One of the more significant supply-chain attacks to come to light was the tampering of the update process for M.E.Doc, a tax-accounting application that's widely used in Ukraine. The compromised update seeded the NotPetya wiper worm, which shut down computers all over the world last July.
Last week, Microsoft researchers reported that the company's Windows Defender antivirus blocked more than 400,000 instances by several advanced trojans to infect computers primarily located in Russia, Turkey, and Ukraine.

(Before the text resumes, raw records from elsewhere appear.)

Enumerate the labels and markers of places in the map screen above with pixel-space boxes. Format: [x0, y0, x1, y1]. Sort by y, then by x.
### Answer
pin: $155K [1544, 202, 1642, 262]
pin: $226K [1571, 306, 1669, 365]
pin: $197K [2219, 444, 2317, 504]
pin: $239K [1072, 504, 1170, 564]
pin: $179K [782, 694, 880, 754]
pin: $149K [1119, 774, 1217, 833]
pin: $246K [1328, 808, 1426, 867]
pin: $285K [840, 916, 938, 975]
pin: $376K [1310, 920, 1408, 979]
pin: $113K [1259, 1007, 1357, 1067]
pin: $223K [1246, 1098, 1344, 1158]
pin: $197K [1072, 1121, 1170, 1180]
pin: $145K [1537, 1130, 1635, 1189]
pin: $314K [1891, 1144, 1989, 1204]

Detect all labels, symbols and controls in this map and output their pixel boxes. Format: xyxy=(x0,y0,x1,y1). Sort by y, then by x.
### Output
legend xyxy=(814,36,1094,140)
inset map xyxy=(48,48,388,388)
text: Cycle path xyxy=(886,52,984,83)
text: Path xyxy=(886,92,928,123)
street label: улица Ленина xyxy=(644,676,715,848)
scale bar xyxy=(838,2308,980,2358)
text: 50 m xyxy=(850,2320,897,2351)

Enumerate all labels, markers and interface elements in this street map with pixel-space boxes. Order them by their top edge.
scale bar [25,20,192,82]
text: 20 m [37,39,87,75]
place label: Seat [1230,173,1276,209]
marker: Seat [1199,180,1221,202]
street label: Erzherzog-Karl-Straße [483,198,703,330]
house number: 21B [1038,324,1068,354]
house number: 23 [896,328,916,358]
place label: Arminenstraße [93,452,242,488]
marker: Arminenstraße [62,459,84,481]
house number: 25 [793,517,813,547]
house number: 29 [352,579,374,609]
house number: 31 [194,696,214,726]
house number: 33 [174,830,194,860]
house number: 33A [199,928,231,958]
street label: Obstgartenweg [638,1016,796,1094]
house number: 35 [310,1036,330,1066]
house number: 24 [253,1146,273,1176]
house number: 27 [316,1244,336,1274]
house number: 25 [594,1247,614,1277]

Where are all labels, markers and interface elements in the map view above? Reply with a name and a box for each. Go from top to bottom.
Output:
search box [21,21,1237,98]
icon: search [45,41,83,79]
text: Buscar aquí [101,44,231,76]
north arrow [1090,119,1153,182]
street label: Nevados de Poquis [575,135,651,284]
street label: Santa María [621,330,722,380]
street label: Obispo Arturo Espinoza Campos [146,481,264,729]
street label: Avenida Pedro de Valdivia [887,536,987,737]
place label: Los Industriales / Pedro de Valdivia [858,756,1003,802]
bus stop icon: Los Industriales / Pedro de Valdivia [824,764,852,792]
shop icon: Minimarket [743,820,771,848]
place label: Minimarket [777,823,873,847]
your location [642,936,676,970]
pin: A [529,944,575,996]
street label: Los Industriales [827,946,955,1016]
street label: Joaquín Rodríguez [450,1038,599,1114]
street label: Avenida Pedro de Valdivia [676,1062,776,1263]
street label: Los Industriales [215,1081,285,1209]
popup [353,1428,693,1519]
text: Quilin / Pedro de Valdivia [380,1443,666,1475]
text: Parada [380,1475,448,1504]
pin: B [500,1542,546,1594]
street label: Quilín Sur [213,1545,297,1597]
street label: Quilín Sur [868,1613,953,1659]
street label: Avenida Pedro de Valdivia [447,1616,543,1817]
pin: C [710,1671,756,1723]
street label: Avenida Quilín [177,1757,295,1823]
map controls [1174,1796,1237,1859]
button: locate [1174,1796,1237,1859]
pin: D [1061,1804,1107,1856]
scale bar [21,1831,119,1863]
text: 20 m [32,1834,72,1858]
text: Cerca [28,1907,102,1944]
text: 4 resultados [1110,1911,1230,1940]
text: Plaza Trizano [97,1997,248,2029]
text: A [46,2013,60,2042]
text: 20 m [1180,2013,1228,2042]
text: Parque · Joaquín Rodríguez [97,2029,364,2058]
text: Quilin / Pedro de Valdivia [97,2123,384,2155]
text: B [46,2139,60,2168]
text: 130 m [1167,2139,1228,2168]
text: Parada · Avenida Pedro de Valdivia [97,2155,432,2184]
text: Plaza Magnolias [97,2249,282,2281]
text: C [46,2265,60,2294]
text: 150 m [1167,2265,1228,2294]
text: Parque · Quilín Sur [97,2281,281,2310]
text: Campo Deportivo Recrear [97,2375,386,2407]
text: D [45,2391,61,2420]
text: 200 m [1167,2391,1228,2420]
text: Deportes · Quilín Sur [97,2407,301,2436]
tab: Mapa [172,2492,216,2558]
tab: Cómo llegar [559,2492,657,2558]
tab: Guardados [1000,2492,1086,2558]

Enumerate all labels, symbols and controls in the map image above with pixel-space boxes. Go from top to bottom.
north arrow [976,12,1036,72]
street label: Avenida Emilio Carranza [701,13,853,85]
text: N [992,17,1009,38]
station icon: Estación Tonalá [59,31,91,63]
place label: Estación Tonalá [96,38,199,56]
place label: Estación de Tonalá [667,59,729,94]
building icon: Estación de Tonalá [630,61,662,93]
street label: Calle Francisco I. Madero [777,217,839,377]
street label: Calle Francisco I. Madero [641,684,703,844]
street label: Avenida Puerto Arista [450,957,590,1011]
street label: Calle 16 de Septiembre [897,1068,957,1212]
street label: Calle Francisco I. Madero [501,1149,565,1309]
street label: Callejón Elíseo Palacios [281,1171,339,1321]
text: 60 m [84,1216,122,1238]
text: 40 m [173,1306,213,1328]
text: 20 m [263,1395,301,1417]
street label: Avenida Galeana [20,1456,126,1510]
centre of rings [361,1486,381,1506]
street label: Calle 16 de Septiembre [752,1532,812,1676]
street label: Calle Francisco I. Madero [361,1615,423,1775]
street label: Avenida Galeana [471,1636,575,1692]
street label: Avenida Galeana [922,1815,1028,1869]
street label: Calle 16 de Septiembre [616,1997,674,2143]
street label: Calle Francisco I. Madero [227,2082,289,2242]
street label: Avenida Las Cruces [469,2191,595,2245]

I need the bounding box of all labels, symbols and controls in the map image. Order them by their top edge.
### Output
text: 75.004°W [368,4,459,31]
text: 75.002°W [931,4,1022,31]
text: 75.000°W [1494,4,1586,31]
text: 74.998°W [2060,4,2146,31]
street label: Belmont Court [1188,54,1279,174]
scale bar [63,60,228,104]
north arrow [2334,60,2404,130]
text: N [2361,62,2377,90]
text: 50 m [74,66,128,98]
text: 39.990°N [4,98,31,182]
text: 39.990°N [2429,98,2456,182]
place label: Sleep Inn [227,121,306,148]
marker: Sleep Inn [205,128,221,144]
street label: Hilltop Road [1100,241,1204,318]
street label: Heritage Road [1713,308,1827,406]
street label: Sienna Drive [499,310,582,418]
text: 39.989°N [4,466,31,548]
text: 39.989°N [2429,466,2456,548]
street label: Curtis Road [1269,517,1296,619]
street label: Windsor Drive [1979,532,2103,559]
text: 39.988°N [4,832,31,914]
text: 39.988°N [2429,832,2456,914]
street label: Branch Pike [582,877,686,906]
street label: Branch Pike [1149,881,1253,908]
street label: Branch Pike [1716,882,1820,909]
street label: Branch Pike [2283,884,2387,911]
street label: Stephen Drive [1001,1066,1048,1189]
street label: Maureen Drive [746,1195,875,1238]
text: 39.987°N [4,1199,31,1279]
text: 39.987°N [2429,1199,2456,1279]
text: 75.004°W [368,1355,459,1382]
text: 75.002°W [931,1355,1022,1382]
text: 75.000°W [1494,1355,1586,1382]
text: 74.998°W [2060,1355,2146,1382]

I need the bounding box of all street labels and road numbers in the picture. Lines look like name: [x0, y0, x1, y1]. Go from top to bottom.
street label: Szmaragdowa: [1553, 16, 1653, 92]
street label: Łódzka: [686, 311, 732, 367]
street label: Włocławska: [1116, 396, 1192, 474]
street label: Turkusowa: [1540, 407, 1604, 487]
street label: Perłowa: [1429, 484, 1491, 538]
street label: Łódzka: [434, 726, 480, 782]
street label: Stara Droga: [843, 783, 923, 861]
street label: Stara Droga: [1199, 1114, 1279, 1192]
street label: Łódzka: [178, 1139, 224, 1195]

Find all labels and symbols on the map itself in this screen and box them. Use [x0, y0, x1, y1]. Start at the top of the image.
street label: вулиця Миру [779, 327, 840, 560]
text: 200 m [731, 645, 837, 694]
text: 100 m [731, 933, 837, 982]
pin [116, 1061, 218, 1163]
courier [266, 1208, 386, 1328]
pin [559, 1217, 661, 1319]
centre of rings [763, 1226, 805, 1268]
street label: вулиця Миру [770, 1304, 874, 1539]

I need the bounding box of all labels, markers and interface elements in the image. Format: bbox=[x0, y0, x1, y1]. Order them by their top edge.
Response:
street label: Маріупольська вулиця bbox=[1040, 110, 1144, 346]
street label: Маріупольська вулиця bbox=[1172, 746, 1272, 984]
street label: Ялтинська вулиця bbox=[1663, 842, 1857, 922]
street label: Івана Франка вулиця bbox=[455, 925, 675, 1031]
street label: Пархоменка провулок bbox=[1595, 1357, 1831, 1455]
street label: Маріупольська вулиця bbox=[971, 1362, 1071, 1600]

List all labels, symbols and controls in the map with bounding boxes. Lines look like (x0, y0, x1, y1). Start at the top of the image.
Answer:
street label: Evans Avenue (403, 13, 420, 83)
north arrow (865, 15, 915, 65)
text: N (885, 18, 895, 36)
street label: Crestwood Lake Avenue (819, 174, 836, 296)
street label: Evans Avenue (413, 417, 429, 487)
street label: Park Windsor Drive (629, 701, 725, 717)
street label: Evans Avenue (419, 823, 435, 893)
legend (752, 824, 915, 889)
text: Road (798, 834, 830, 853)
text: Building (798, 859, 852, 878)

The trojans were new variants of the Dofoil malware, which also goes by the name Smoke Loader. (Smoke Loader, by the way, is the name of malware that AV provider Kaspersky Lab said infected a poorly secured computer in Maryland when it sent highly sensitive National Security Agency secrets to the Kaspersky Moscow headquarters.) The Dofoil trojans Microsoft analyzed caused infected computers to install a program called CoinMiner, which tried to use infected computer resources to mine cryptocurrencies for the attackers.
Dofoil is most often spread through spam e-mail and exploit kits. On Tuesday, Microsoft researchers said the massive barrage of trojans came from a different source: a poisoned update from Mediaget. The update poisoning happened some time between February 12 and February 19. The attackers waited until March 1 to begin distributing the malware, and it wasn't until March 6 that Microsoft began to detect it.